Die Cyberversicherung ist in Deutschland eine recht junge Produktkategorie: Und wird von vielen Marktbeobachtern als einer der wichtigsten Zukunftsmärkte für Versicherungen bewertet. Seit mehr als zehn Jahren werden sie hierzulande vertrieben, doch in den letzten Jahren zeigten sich auch die Probleme dieser Produkte: die Schäden sind teuer, denn sie treten oft nicht regional begrenzt auf, sondern machen auch vor Ländergrenzen nicht Halt. Der Schaden, der Unternehmen weltweit allein im Jahr 2021 durch Cyberattacken entstanden ist, wird vom Analysehaus Cybersecurity Ventures auf 6 Billionen US-Dollar geschätzt.

Anzeige

Für die Versicherer stellt diese Ausgangslage ein Dilemma dar. Einerseits setzen sie große Hoffnungen in die gewerbliche Cyberversicherung, zumal die Unternehmen zunehmend ihren Absicherungsbedarf erkennen: Ein erfolgreicher Hackerangriff kann den Geschäftsbetrieb für lange Zeit lahmlegen und hohe Kosten verursachen.

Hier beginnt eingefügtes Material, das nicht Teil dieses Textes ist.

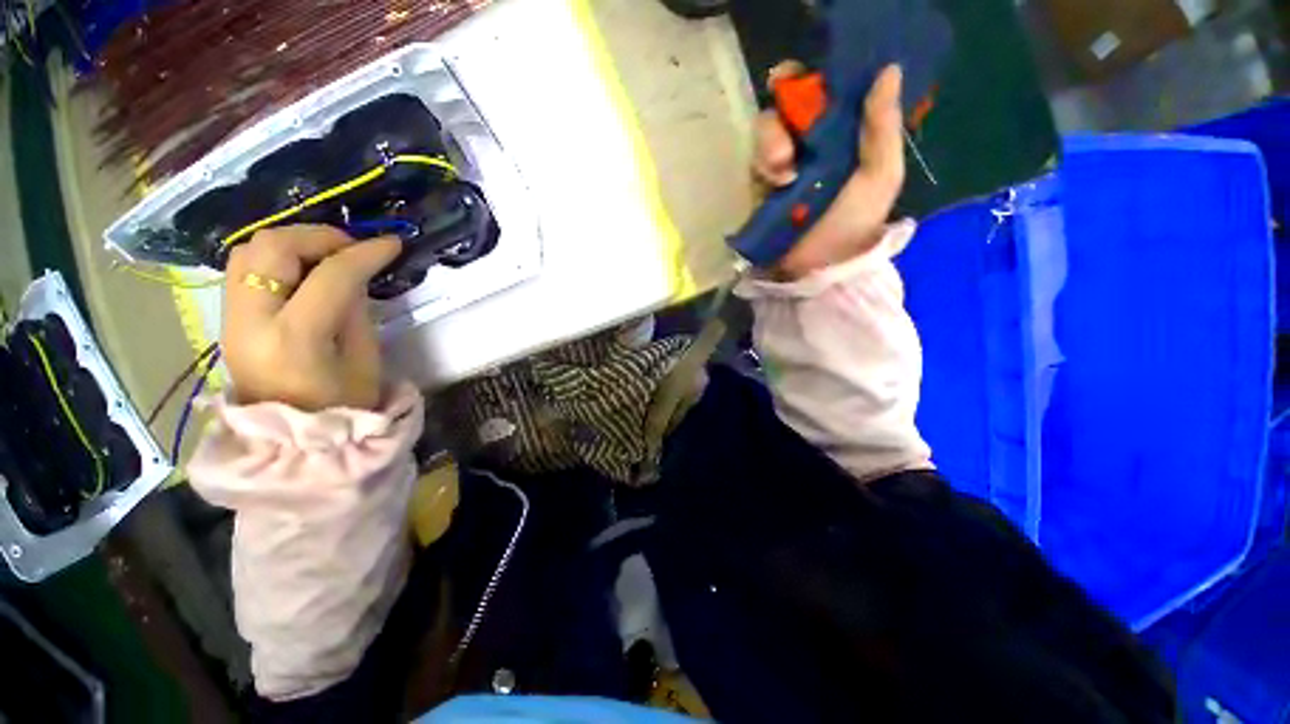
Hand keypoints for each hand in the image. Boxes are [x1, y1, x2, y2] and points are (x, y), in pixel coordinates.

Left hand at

Andererseits sieht sich die Branche in jüngster Zeit mit hohen Schadenzahlungen konfrontiert. Sie müssen daher ihre Vertragsbedingungen anpassen, damit Cyber nicht zur Kostenfalle wird. Das wiederum birgt Risiken für die Versicherungsnehmer: Im Zweifel weichen die Verträge stark voneinander ab und definieren strenge Ausschlüsse.

Das hat der IT-Dienstleister CyberDirekt zum Anlass genommen, in einer Studie zu untersuchen, ob und wie stark sich die Vertragsbedingungen in der Cyberversicherung voneinander unterscheiden. Die Berliner analysierten 16 Bedingungswerke, in acht Kategorien mit 125 Merkmalen wurden die Verträge durchleuchtet. Wie das Cyberhaus berichtet, konzentrieren sich drei Viertel der gesamten Prämieneinnahmen auf die zehn größten Anbieter am Markt. Deren Schadenquote lag im Jahr 2022 zwischen 20,1 Prozent und 112,8 Prozent. Das bedeutet, dass selbst führende Versicherer in diesem Segment mehr für Schäden und Verwaltung ausgaben, als sie an Prämien einnahmen.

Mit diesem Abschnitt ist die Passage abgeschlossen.